▼
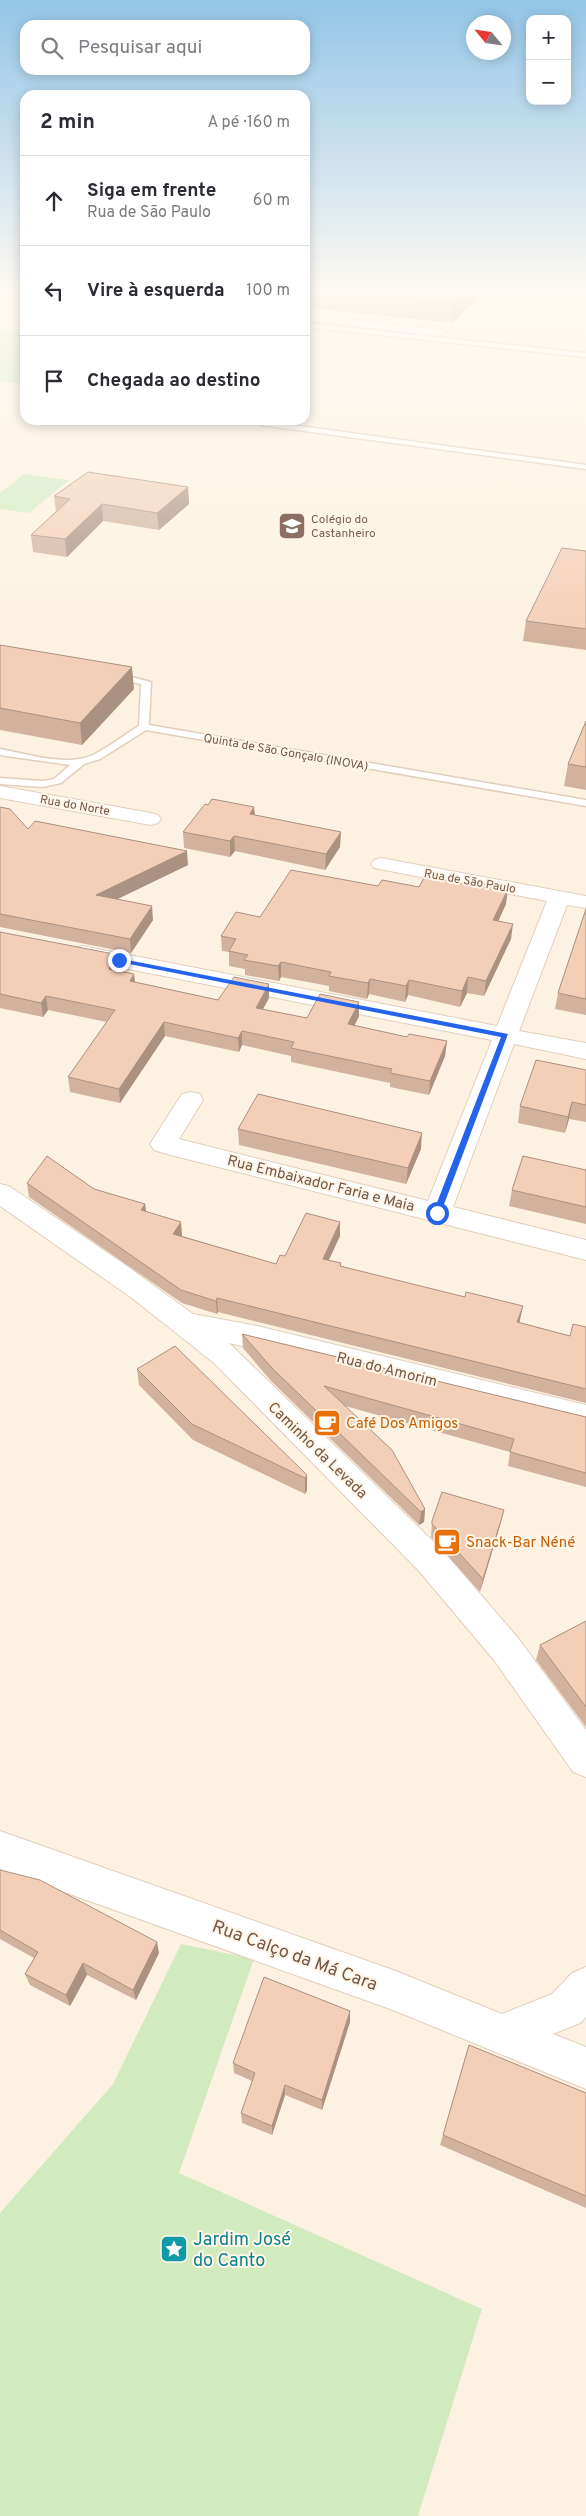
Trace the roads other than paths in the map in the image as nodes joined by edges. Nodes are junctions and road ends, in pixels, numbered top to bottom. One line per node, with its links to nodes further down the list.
1 (279, 425): 2 (lane)
2 (586, 467)
3 (107, 675): 4 (lane)
4 (144, 727): 6 (lane); 9 (lane, Quinta de São Gonçalo (INOVA))
5 (0, 752): 6 (lane)
6 (80, 762): 7 (lane)
7 (0, 781)
8 (0, 792): 10 (street, Rua do Norte)
9 (586, 803)
10 (151, 819)
11 (381, 864): 12 (street, Rua de São Paulo)
12 (559, 897): 13 (street, Rua de São Paulo); 15 (street)
13 (586, 902)
14 (64, 949): 15 (street)
15 (505, 1036): 16 (street); 19 (street)
16 (586, 1051)
17 (191, 1100): 19 (street, Rua Embaixador Faria e Maia)
18 (0, 1193): 21 (street, Caminho da Levada)
19 (437, 1213): 20 (street, Rua Embaixador Faria e Maia)
20 (586, 1250)
21 (187, 1323): 22 (street, Rua do Amorim); 23 (street, Caminho da Levada)
22 (586, 1417)
23 (586, 1760)
24 (0, 1850): 26 (street, Rua Calço da Má Cara)
25 (586, 1988): 26 (street)
26 (502, 2034): 27 (street, Rua Calço da Má Cara)
27 (586, 2068)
▲
* [WORK TO BE COMPLETED]
Word-for-word transcript, pictures excluded: copy all the material above.

* [RESPONSE BOX]
Trace the roads other than paths in the map in the image as nodes joined by edges. Nodes are junctions and road ends, in pixels, numbered top to bottom. One line per node, with its links to nodes further down the list.
1 (279, 425): 2 (lane)
2 (586, 467)
3 (107, 675): 4 (lane)
4 (144, 727): 6 (lane); 9 (lane, Quinta de São Gonçalo (INOVA))
5 (0, 752): 6 (lane)
6 (80, 762): 7 (lane)
7 (0, 781)
8 (0, 792): 10 (street, Rua do Norte)
9 (586, 803)
10 (151, 819)
11 (381, 864): 12 (street, Rua de São Paulo)
12 (559, 897): 13 (street, Rua de São Paulo); 15 (street)
13 (586, 902)
14 (64, 949): 15 (street)
15 (505, 1036): 16 (street); 19 (street)
16 (586, 1051)
17 (191, 1100): 19 (street, Rua Embaixador Faria e Maia)
18 (0, 1193): 21 (street, Caminho da Levada)
19 (437, 1213): 20 (street, Rua Embaixador Faria e Maia)
20 (586, 1250)
21 (187, 1323): 22 (street, Rua do Amorim); 23 (street, Caminho da Levada)
22 (586, 1417)
23 (586, 1760)
24 (0, 1850): 26 (street, Rua Calço da Má Cara)
25 (586, 1988): 26 (street)
26 (502, 2034): 27 (street, Rua Calço da Má Cara)
27 (586, 2068)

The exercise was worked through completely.